The rocker arm of an internal combustion engine changes radial movement into linear movement; this kind of device is properly called a reciprocating lever. It takes the spinning motion of the overhead camshaft and turns it into the up-and-down movement that opens and closes the valves. Because they are typically made of steel, rocker arms have a great deal of strength for their weight, and can therefore exert a great deal of leverage.
The camshaft is not a true spherical rod; it has bulges on it called lobes. The lobes project outward from one side of the shaft, while the back of the shaft -- opposite the lobe -- does not have a projection. As the shaft rotates, the side with the lobe lifts the outside end of the rocker arm, and then the side without the projection allows it to fall back. The cam’s movement is transferred to the rocker arm by a device called a cam follower, of which there are different types that vary by manufacturer and by vehicle age. As the cam shaft spins, the part of the rocker arm acted upon by the cam follower is lifted and lowered, lifted and lowered.
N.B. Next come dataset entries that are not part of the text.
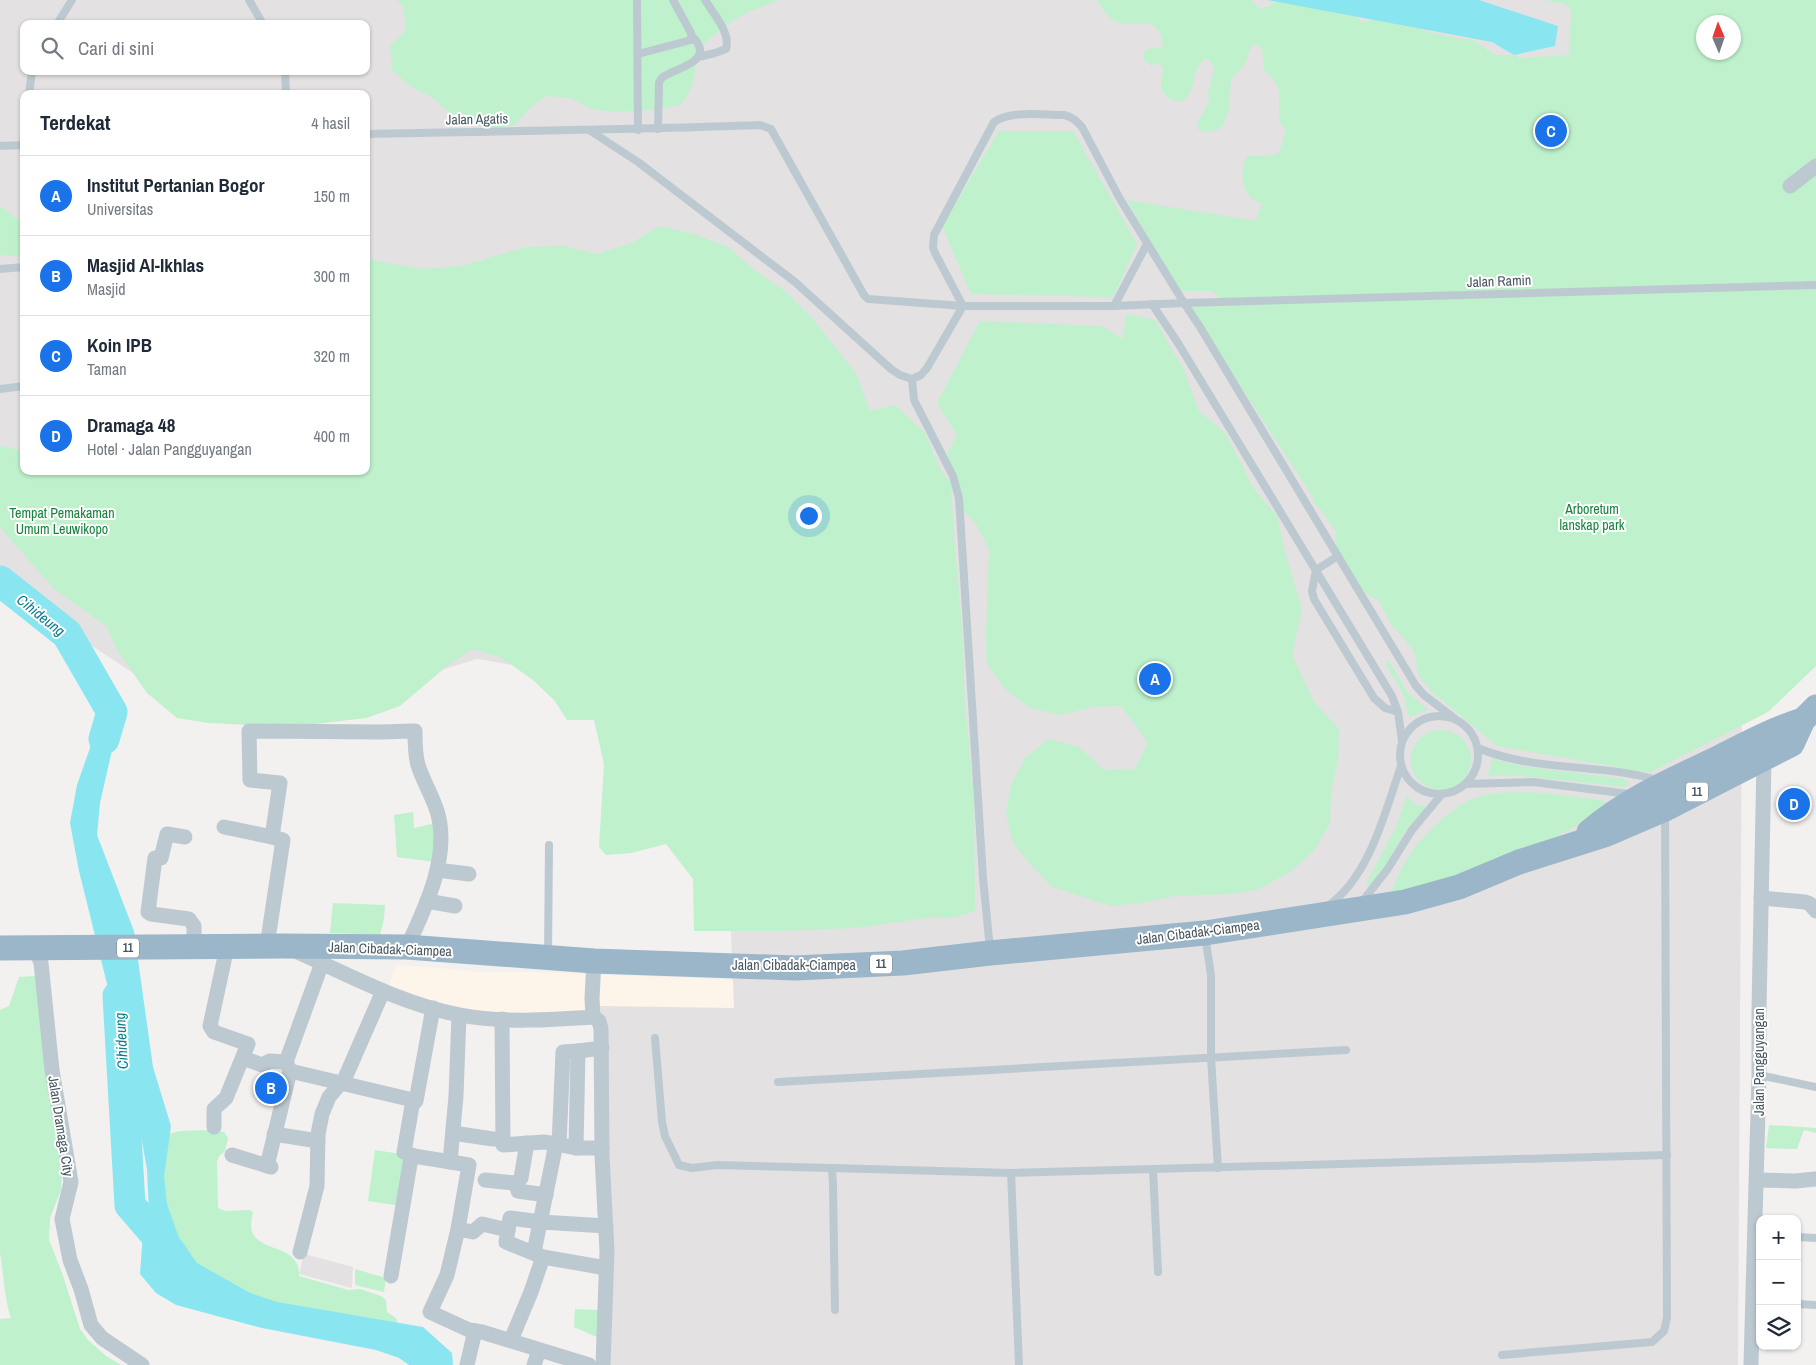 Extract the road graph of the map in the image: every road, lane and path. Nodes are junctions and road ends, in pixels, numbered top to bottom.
1 (72, 0) edge
2 (249, 0) edge
3 (673, 0) edge
4 (706, 0) edge
5 (640, 1) edge
6 (60, 20) edge
7 (261, 20) edge
8 (692, 36) junction
9 (638, 54) junction
10 (698, 57) junction
11 (31, 75) edge
12 (285, 75) edge
13 (30, 90) edge
14 (286, 90) edge
15 (658, 129) junction
16 (588, 130) junction
17 (638, 130) junction
18 (370, 134) edge
19 (20, 145) edge
20 (0, 146) edge
21 (1816, 166) edge
22 (1790, 186) dead end
23 (1147, 244) junction
24 (20, 267) edge
25 (0, 269) edge
26 (1816, 285) edge
27 (1184, 303) junction
28 (1152, 304) junction
29 (963, 306) junction
30 (1114, 306) junction
31 (912, 380) junction
32 (20, 386) edge
33 (0, 389) edge
34 (1338, 556) junction
35 (1316, 570) junction
36 (1398, 712) junction
37 (1811, 716) edge
38 (1454, 718) junction
39 (1402, 741) junction
40 (1478, 748) junction
41 (1764, 760) junction
42 (1401, 766) junction
43 (1466, 784) junction
44 (1442, 794) junction
45 (1660, 800) junction
46 (224, 827) dead end
47 (272, 836) junction
48 (185, 837) dead end
49 (549, 844) dead end
50 (437, 870) junction
51 (469, 874) dead end
52 (1761, 898) junction
53 (427, 901) junction
54 (454, 906) dead end
55 (1354, 911) junction
56 (1816, 911) edge
57 (1313, 917) junction
58 (1205, 933) junction
59 (275, 946) junction
60 (227, 947) junction
61 (407, 947) junction
62 (0, 948) edge
63 (183, 948) junction
64 (36, 949) junction
65 (990, 953) junction
66 (548, 958) junction
67 (594, 961) junction
68 (322, 963) junction
69 (383, 991) junction
70 (433, 1008) junction
71 (460, 1015) junction
72 (593, 1017) junction
73 (502, 1019) junction
74 (655, 1038) dead end
75 (602, 1048) junction
76 (1346, 1050) dead end
77 (578, 1051) junction
78 (243, 1058) junction
79 (1211, 1058) junction
80 (288, 1067) junction
81 (1759, 1076) junction
82 (778, 1082) dead end
83 (340, 1084) junction
84 (1816, 1087) edge
85 (416, 1101) dead end
86 (214, 1127) dead end
87 (453, 1132) junction
88 (274, 1134) junction
89 (503, 1139) junction
90 (318, 1141) junction
91 (527, 1143) junction
92 (558, 1144) junction
93 (576, 1148) junction
94 (602, 1148) junction
95 (232, 1154) dead end
96 (1667, 1155) junction
97 (414, 1156) junction
98 (450, 1162) junction
99 (832, 1168) junction
100 (1218, 1168) junction
101 (1153, 1170) junction
102 (1011, 1174) junction
103 (1816, 1179) edge
104 (485, 1180) dead end
105 (1757, 1180) junction
106 (516, 1184) junction
107 (546, 1195) junction
108 (1757, 1215) edge
109 (540, 1222) junction
110 (606, 1226) junction
111 (458, 1229) junction
112 (508, 1230) junction
113 (1801, 1237) edge
114 (1816, 1238) edge
115 (300, 1252) dead end
116 (539, 1254) junction
117 (606, 1268) junction
118 (1158, 1272) dead end
119 (391, 1276) dead end
120 (1801, 1304) edge
121 (1816, 1304) edge
122 (1757, 1305) edge
123 (835, 1310) dead end
124 (475, 1330) junction
125 (511, 1340) junction
126 (1502, 1354) dead end
127 (142, 1365) edge
128 (467, 1365) edge
129 (590, 1365) edge
130 (603, 1365) edge
131 (1019, 1365) edge
132 (1750, 1365) edge

1 - 6 lane
2 - 7 lane
3 - 8 lane
4 - 10 lane
5 - 9 lane
8 - 9 lane
8 - 10 lane
9 - 17 lane
10 - 15 lane
11 - 13 lane
12 - 14 lane
15 - 17 lane, Jalan Agatis
15 - 29 lane, Jalan Agatis
16 - 17 lane, Jalan Agatis
16 - 18 lane, Jalan Agatis
16 - 31 lane
19 - 20 lane
21 - 22 street
23 - 27 lane
23 - 29 lane
23 - 30 lane
24 - 25 lane
26 - 27 lane, Jalan Ramin
27 - 28 lane, Jalan Ramin
27 - 34 lane
28 - 30 lane, Jalan Ramin
28 - 35 lane
29 - 30 lane, Jalan Ramin
29 - 31 lane
31 - 65 lane
32 - 33 lane
34 - 35 lane
34 - 38 lane
35 - 36 lane
35 - 36 lane
36 - 39 lane
37 - 41 highway, 11
37 - 45 highway, 11
38 - 39 lane
38 - 40 lane
39 - 42 lane
40 - 43 lane
40 - 45 lane
41 - 45 highway, 11
41 - 52 street, Jalan Pangguyangan
42 - 44 lane
42 - 57 lane
43 - 44 lane
43 - 45 lane
44 - 55 lane
45 - 55 highway, Jalan Cibadak-Ciampea / 11
45 - 96 lane
46 - 47 street
47 - 50 street
47 - 59 street
48 - 63 street
49 - 66 lane
50 - 51 street
50 - 53 street
52 - 56 street
52 - 81 street, Jalan Pangguyangan
53 - 54 street
53 - 61 street
55 - 57 highway, Jalan Cibadak-Ciampea / 11
57 - 58 highway, Jalan Cibadak-Ciampea / 11
58 - 65 highway, Jalan Cibadak-Ciampea / 11
58 - 79 lane
59 - 60 highway, Jalan Cibadak-Ciampea / 11
59 - 61 highway, Jalan Cibadak-Ciampea / 11
59 - 68 street
60 - 63 highway, Jalan Cibadak-Ciampea / 11
60 - 78 street
61 - 66 highway, Jalan Cibadak-Ciampea / 11
62 - 64 highway, Jalan Cibadak-Ciampea / 11
63 - 64 highway, Jalan Cibadak-Ciampea / 11
64 - 127 street, Jalan Dramaga City
65 - 67 highway, Jalan Cibadak-Ciampea / 11
66 - 67 highway, Jalan Cibadak-Ciampea / 11
67 - 72 street
68 - 69 street
68 - 80 street
69 - 70 street
69 - 83 street
70 - 71 street
70 - 85 street
71 - 73 street
71 - 87 street
72 - 73 street
72 - 75 street
73 - 89 street
74 - 99 lane
75 - 77 street
75 - 94 street
76 - 79 lane
77 - 92 street
77 - 93 street
78 - 80 street
78 - 86 street
79 - 82 lane
79 - 100 lane
80 - 83 street
80 - 88 street
81 - 84 lane
81 - 105 street, Jalan Pangguyangan
83 - 90 street
83 - 97 street
87 - 89 street
87 - 98 street
88 - 90 street
88 - 95 street
89 - 91 street
90 - 115 street
91 - 92 street
91 - 106 street
92 - 93 street
92 - 107 street
93 - 94 street
94 - 110 street
96 - 100 lane
96 - 126 lane
97 - 98 street
97 - 119 street
98 - 111 street
99 - 102 lane
99 - 123 lane
100 - 101 lane
101 - 102 lane
101 - 118 lane
102 - 131 lane
103 - 105 street
104 - 106 street
105 - 108 street, Jalan Pangguyangan
106 - 107 street
107 - 109 street
109 - 110 street
109 - 112 street
109 - 116 street
110 - 117 street
111 - 112 street
111 - 124 street
112 - 116 street
113 - 114 lane
116 - 117 street
116 - 125 street
117 - 130 street
120 - 121 lane
122 - 132 street, Jalan Pangguyangan
124 - 125 street
124 - 128 street
125 - 129 street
Just as the outside end -- the “cam end” -- of the rocker arm moves up and down, so does its opposite side. As the cam lobe comes round it lifts the outside of the rocker arm, which rocks, and the inner end pushes down on the valve stem, opening it against its spring. As the lobe rotates away from the rocker arm the outside drops, the inner end lifts and the valve’s spring closes it. In this way, the opening and closing of the valve is kept in sync with the rotation of the cam shaft, and thus with the movement of the pistons. Collectively, the cam lobe, follower, rocker arm, valve and valve spring are known as the “valve train.”
Rocker arms have “ratios” -- the ratio is a measure of the arm’s leverage, which in turn determines how powerful the force is that it can transfer to the valve stem. The ratio is determined by the length of the arm, both between its center of rotation and the point it contacts the cam lobe, and between its center of rotation and the top of the valve stem. A typical automotive rocker arm has a 1:1.5 ratio, meaning that it moves the valve one and a half times further than the peak of the cam lobe projects up from the camshaft.
A tapping noise from the top end of the engine can indicate that insufficient lubrication oil is being delivered to the rocker arm. Most of the oil delivered to the top end of the engine is there to keep the camshaft area lubricated; much less is used for the rocker arms. Top end tapping is typically an early warning that an issue is developing with either the mechanical parts or with the lubrication system; prompt service is strongly recommended.